##### Recorded data #####

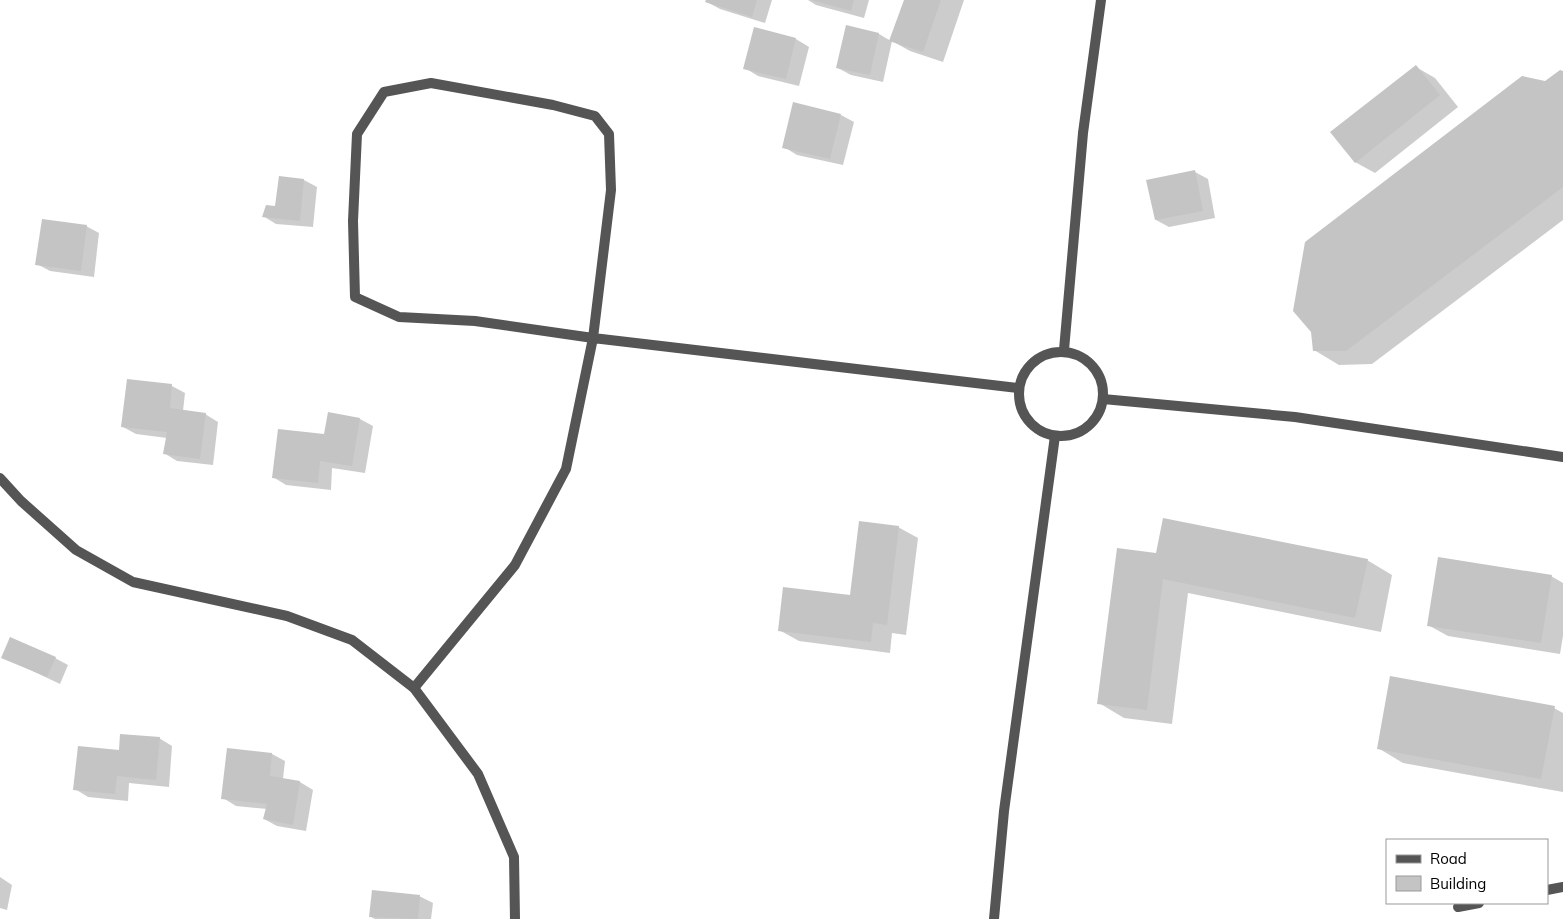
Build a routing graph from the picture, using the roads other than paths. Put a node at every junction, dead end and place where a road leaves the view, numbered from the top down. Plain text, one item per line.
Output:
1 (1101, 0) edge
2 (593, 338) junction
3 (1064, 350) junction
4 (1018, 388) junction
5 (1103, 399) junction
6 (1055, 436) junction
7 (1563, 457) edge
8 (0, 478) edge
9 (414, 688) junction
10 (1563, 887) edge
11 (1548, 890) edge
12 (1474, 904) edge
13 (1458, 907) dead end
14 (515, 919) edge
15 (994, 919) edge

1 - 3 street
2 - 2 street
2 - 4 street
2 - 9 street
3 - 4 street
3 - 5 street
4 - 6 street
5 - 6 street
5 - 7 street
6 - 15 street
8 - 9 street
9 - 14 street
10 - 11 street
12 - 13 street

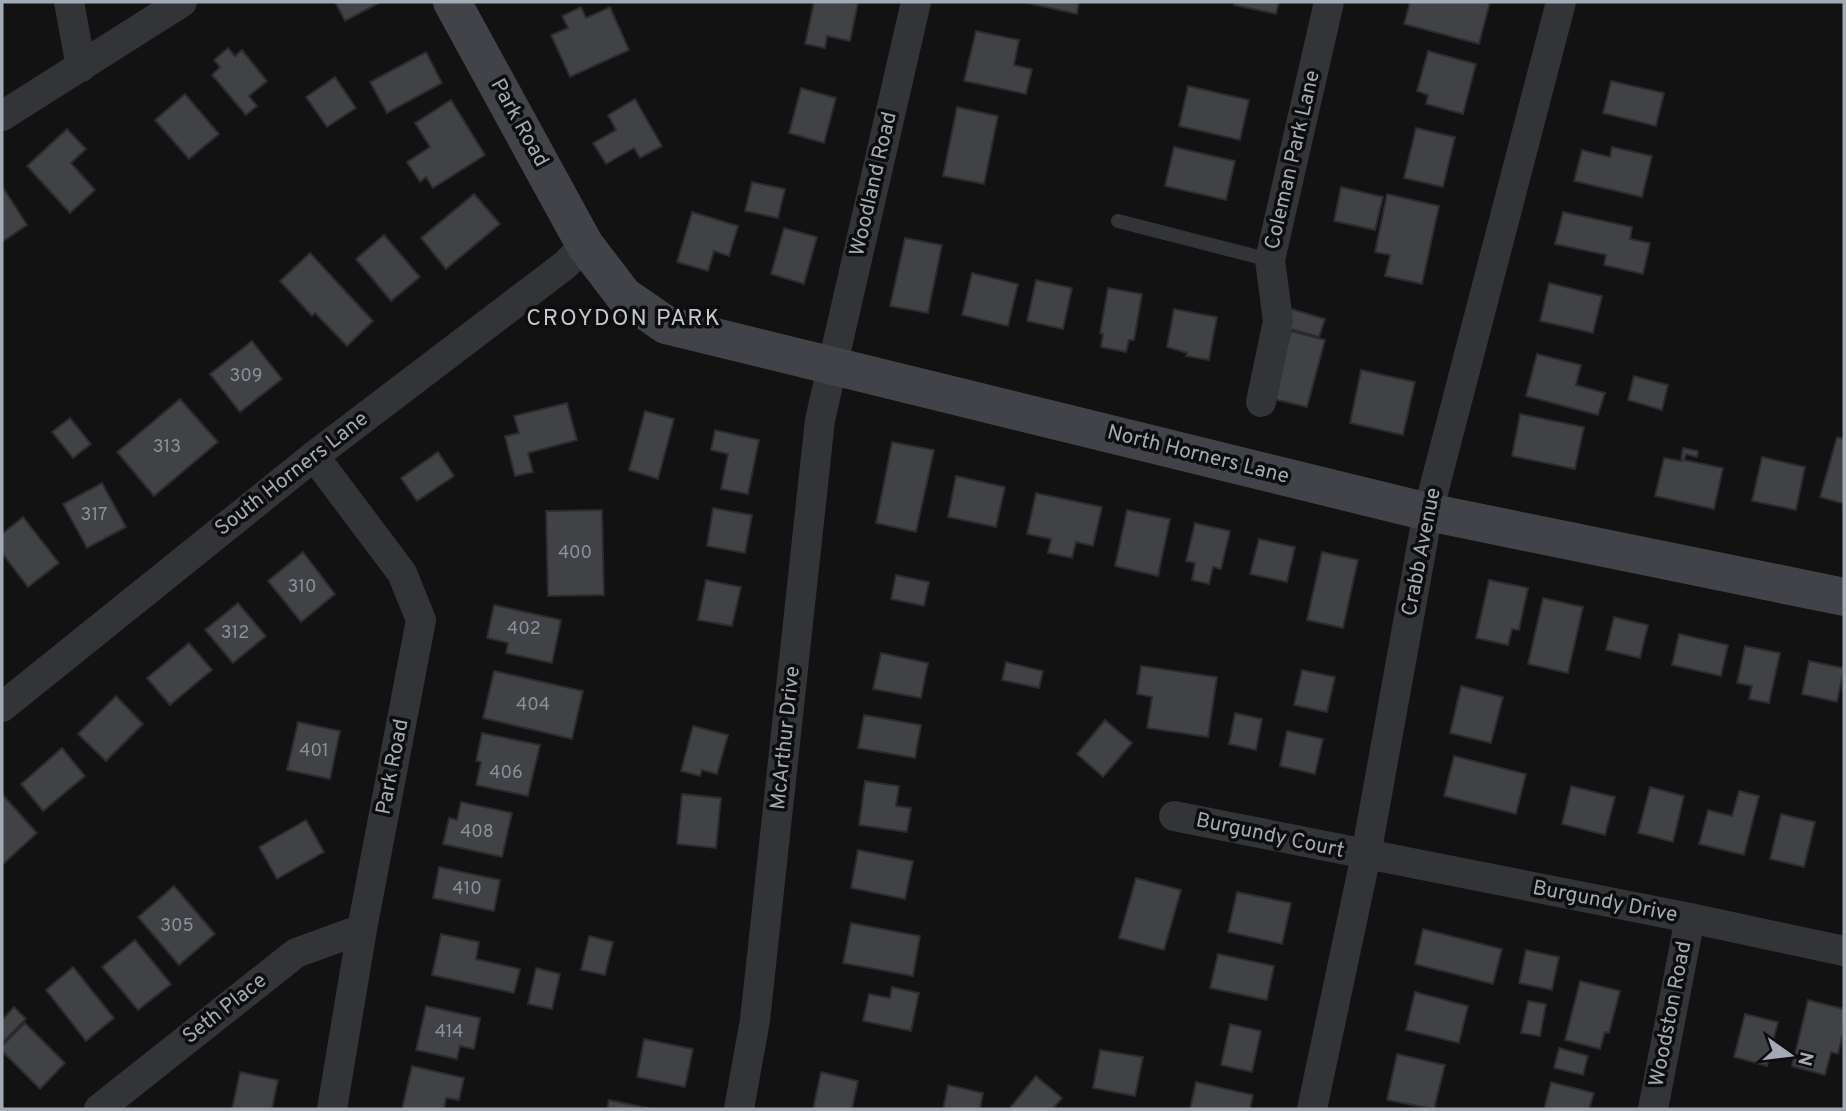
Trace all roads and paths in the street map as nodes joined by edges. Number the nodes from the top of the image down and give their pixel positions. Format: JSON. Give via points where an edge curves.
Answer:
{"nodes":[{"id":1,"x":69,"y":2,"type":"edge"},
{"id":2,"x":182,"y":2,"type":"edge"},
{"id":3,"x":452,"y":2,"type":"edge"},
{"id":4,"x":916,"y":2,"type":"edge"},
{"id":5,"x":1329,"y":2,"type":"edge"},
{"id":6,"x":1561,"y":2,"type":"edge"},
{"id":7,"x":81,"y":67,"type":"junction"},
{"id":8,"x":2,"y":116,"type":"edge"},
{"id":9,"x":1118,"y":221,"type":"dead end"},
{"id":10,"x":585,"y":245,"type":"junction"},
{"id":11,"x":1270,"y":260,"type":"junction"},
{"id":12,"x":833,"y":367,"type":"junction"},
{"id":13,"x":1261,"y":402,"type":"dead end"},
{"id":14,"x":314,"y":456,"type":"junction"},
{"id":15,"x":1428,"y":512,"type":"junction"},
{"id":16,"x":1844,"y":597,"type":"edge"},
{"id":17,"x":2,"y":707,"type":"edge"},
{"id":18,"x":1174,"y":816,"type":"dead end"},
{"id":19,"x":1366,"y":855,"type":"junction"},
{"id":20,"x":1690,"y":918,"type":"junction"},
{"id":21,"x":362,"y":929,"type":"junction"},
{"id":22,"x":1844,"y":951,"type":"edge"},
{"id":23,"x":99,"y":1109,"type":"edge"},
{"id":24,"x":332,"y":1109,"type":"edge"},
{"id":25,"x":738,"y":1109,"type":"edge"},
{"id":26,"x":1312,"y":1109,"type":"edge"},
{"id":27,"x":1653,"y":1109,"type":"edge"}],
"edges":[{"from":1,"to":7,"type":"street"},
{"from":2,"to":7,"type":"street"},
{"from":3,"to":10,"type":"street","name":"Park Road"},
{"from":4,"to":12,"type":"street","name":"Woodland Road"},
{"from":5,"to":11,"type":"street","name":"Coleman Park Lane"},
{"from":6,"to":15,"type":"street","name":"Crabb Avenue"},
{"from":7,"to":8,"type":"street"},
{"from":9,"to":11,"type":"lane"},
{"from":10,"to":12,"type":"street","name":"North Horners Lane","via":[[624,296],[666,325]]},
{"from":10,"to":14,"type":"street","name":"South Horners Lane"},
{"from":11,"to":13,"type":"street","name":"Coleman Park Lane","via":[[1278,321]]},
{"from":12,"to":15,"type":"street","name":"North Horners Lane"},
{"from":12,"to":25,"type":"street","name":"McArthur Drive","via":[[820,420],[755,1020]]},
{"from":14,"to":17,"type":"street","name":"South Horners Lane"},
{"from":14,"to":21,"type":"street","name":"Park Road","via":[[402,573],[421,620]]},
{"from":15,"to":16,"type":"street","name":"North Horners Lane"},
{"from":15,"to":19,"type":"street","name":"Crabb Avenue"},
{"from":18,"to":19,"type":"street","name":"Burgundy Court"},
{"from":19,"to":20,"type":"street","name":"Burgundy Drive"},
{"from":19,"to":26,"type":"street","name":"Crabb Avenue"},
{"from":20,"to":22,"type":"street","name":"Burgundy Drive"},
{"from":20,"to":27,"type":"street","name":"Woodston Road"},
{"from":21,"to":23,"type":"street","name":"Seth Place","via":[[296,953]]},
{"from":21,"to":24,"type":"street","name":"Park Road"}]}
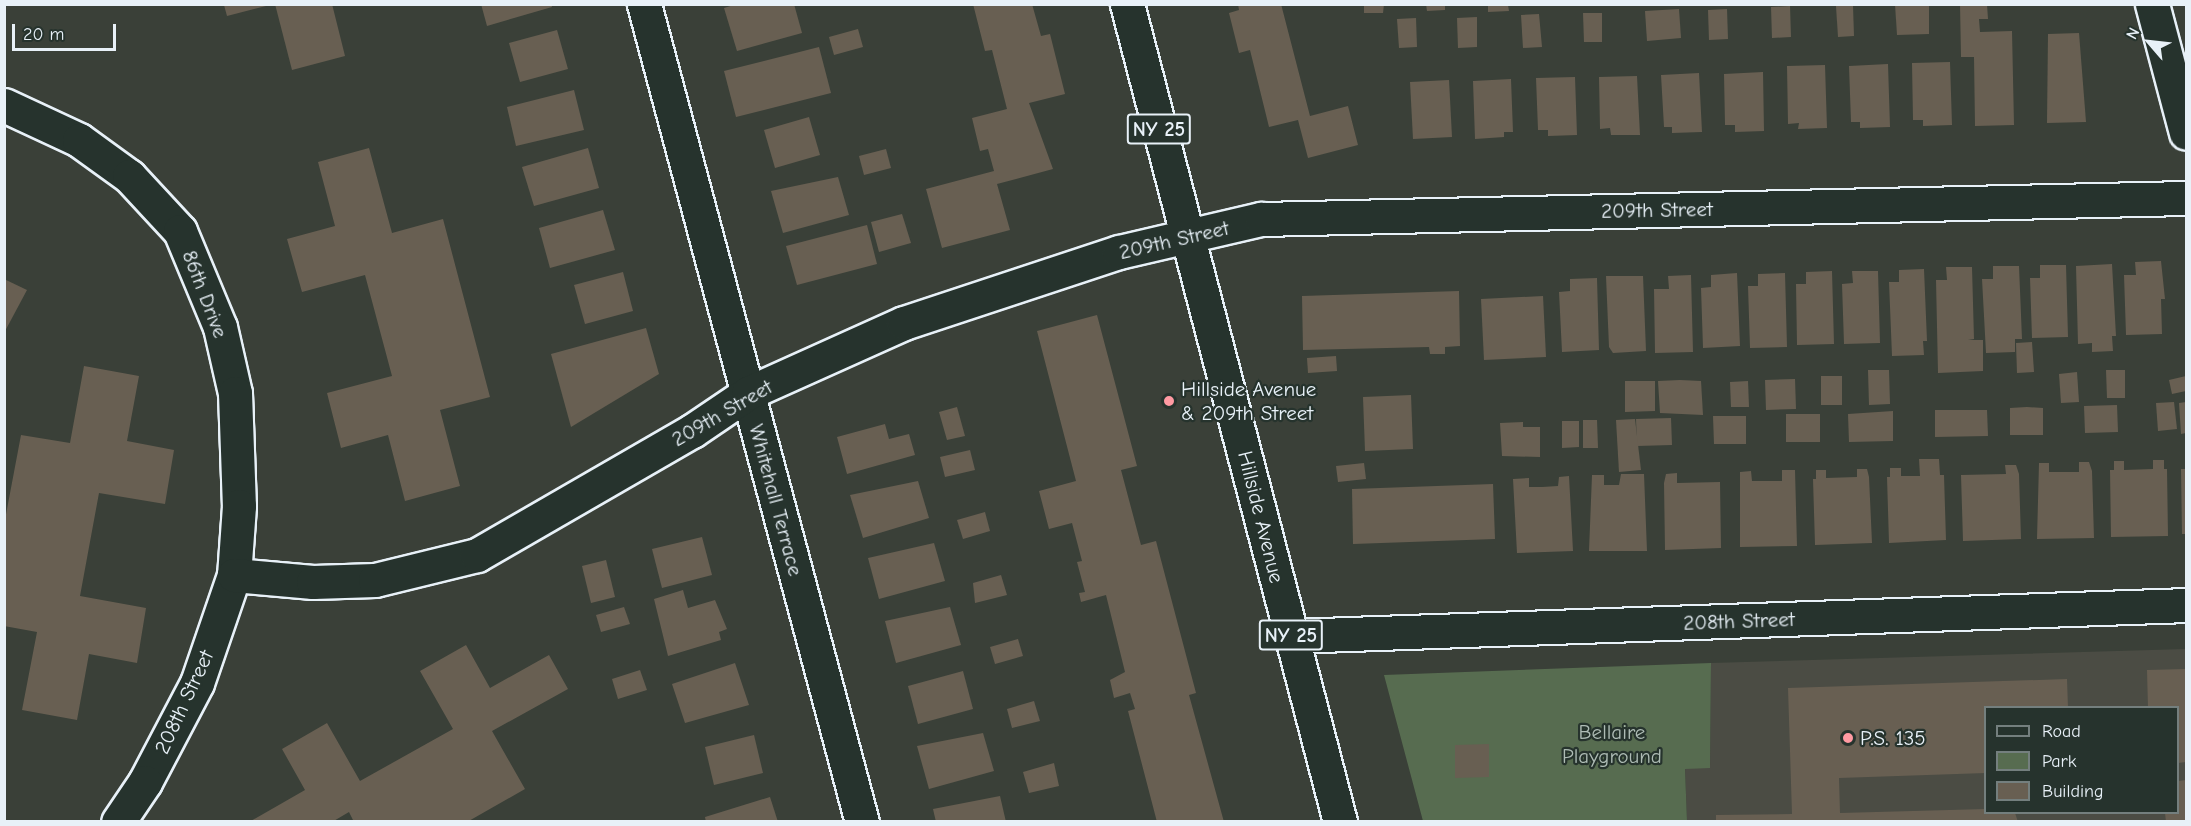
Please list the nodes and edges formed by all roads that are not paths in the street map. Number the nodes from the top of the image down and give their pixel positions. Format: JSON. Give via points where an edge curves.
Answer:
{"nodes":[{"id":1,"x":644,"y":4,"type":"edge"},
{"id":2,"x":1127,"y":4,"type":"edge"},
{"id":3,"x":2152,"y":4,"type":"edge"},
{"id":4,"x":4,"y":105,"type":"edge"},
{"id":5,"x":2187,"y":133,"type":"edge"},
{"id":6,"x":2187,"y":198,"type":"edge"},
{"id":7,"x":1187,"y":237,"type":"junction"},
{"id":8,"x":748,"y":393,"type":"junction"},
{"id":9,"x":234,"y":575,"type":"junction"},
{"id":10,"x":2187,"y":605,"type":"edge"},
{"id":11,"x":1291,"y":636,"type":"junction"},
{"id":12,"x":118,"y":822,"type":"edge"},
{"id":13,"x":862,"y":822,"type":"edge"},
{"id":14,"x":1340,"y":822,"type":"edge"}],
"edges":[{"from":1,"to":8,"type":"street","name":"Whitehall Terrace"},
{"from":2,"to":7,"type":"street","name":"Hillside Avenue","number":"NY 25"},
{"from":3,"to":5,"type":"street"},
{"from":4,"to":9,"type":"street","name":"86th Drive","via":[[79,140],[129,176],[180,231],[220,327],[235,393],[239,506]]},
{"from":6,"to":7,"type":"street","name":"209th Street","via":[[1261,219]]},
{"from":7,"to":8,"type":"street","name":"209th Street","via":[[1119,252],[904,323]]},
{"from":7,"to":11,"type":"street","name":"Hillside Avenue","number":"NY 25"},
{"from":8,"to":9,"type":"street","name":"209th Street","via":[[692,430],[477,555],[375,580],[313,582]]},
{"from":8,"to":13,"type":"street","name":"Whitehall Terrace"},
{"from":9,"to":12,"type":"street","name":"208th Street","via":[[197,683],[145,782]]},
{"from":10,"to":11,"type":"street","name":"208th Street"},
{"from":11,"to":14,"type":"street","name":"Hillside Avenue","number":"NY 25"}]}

#####

The task: After dropping the pictures, reproduce exactly the lines from the first line of the entries through the line containing "Trace all roads", both included.

Your solution:
Build a routing graph from the picture, using the roads other than paths. Put a node at every junction, dead end and place where a road leaves the view, numbered from the top down. Plain text, one item per line.
Output:
1 (1101, 0) edge
2 (593, 338) junction
3 (1064, 350) junction
4 (1018, 388) junction
5 (1103, 399) junction
6 (1055, 436) junction
7 (1563, 457) edge
8 (0, 478) edge
9 (414, 688) junction
10 (1563, 887) edge
11 (1548, 890) edge
12 (1474, 904) edge
13 (1458, 907) dead end
14 (515, 919) edge
15 (994, 919) edge

1 - 3 street
2 - 2 street
2 - 4 street
2 - 9 street
3 - 4 street
3 - 5 street
4 - 6 street
5 - 6 street
5 - 7 street
6 - 15 street
8 - 9 street
9 - 14 street
10 - 11 street
12 - 13 street

Trace all roads and paths in the street map as nodes joined by edges. Number the nodes from the top of the image down and give their pixel positions. Format: JSON. Give via points where an edge curves.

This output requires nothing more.